I noticed a possible flaw in the way the rules are handled in comodo firewall (64-bit Windows 7). This bug is in the way the firewall evaluates application rules and global rules.
Basically the following configuration was used:
Global rule:
Blacklist IP 192.168.1.1 (Deny all from any host to this 192.168.1.1 for any protocol)
Application rule:
Application app1 is allowed all TCP outbound to ANY HOST
Application app1 can still connect to 192.168.1.1 despite the global rule blacklist this IP.
I would think the global rule black listing the IP would override the application rule.
We would very much appreciate it if you would edit your first post to create an issue report in line with the bug forum guidelines and format here. You can copy and paste the format from this topic.
To understand the reasons why we ask you to follow these guidelines please see below.
WHY WE ASK YOU TO FOLLOW THESE GUIDELINES
Bugs/issues can be impossible or very time consuming to fix if developers don’t have enough information to reproduce them. Since CIS is free, development time is limited. So if you want your issue fixed, please use the format below to describe it.
To avoid clutter, issues not described in the format below your post will not be moved to the ‘moderator verified’ issues topic. This means that the developers may not look at it.
Please see the following screenshots of the application /global rules configuration:
This is the wireshark data capture. I’m not a networking expert (Part of why I am even looking at this is I am doing malware analysis, so I’m more on the app side). It appears no data is actually transferred to the blacklisted IP, but there appears to still be a partial TCP handshake.

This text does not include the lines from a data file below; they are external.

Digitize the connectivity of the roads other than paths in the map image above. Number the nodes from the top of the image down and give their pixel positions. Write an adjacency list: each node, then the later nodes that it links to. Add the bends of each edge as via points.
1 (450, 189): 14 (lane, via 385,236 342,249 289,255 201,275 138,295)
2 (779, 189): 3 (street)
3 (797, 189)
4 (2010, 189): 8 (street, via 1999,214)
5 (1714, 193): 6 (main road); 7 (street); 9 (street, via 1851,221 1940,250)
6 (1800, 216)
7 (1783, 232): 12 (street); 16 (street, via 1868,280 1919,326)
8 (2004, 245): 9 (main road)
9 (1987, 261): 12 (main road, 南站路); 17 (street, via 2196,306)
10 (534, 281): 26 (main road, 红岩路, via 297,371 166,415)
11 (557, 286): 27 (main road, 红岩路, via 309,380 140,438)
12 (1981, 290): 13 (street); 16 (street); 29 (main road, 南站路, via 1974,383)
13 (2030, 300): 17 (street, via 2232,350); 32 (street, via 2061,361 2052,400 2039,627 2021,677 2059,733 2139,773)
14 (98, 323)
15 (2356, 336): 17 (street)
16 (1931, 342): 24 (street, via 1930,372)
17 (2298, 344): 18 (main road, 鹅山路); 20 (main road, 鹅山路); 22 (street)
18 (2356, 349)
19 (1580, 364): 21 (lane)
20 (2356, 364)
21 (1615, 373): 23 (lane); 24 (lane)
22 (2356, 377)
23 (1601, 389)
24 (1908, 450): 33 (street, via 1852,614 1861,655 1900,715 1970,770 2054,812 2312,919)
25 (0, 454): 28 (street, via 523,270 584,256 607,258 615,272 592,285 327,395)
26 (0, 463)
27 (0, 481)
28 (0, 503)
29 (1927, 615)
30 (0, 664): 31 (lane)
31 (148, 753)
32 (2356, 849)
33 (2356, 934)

When configuring windows firewall similarly, there is no such packet capture, so I figured Comodo would act the same.
*Also, I believe when I also blocked incoming connections from the black listed IP, the issue was resolved. I don’t understand how their could be any incoming packets from the blacklisted IP though if none were able to be sent out.
The easiest way of blocking an IP address completely is to add it to Blocked Zones.
Look at the image in Global Rules section of the online manual. Incoming traffic first sees Global Rules and then Application Rules. Outgoing traffic first sees Application Rules and then Global Rules.
If you want to block all traffic to and from one IP address by making rules in Global Rules then you make one rule for the incoming traffic and one rule for the outgoing traffic.
As a rule of thumb you typically use Global Rules to allow for incoming traffic as the default is block and use Application Rules to control outgoing traffic.
Even though the connection is being blocked, the behaviour is a little odd.
I reproduced the scenario and looking at the wireshark capture, we see the DNS query and response, followed by a RESET/ACK response form the destination. There is no outbound request, other than the DNS. However, if we allow the connection, unsurprisingly, we see the whole transaction.
Another interesting aspect of this is the CIS firewall log entry for the blocked connection, which is actually presented by WOS and not by the application that made the initial request. even though I would have expected the application to be listening.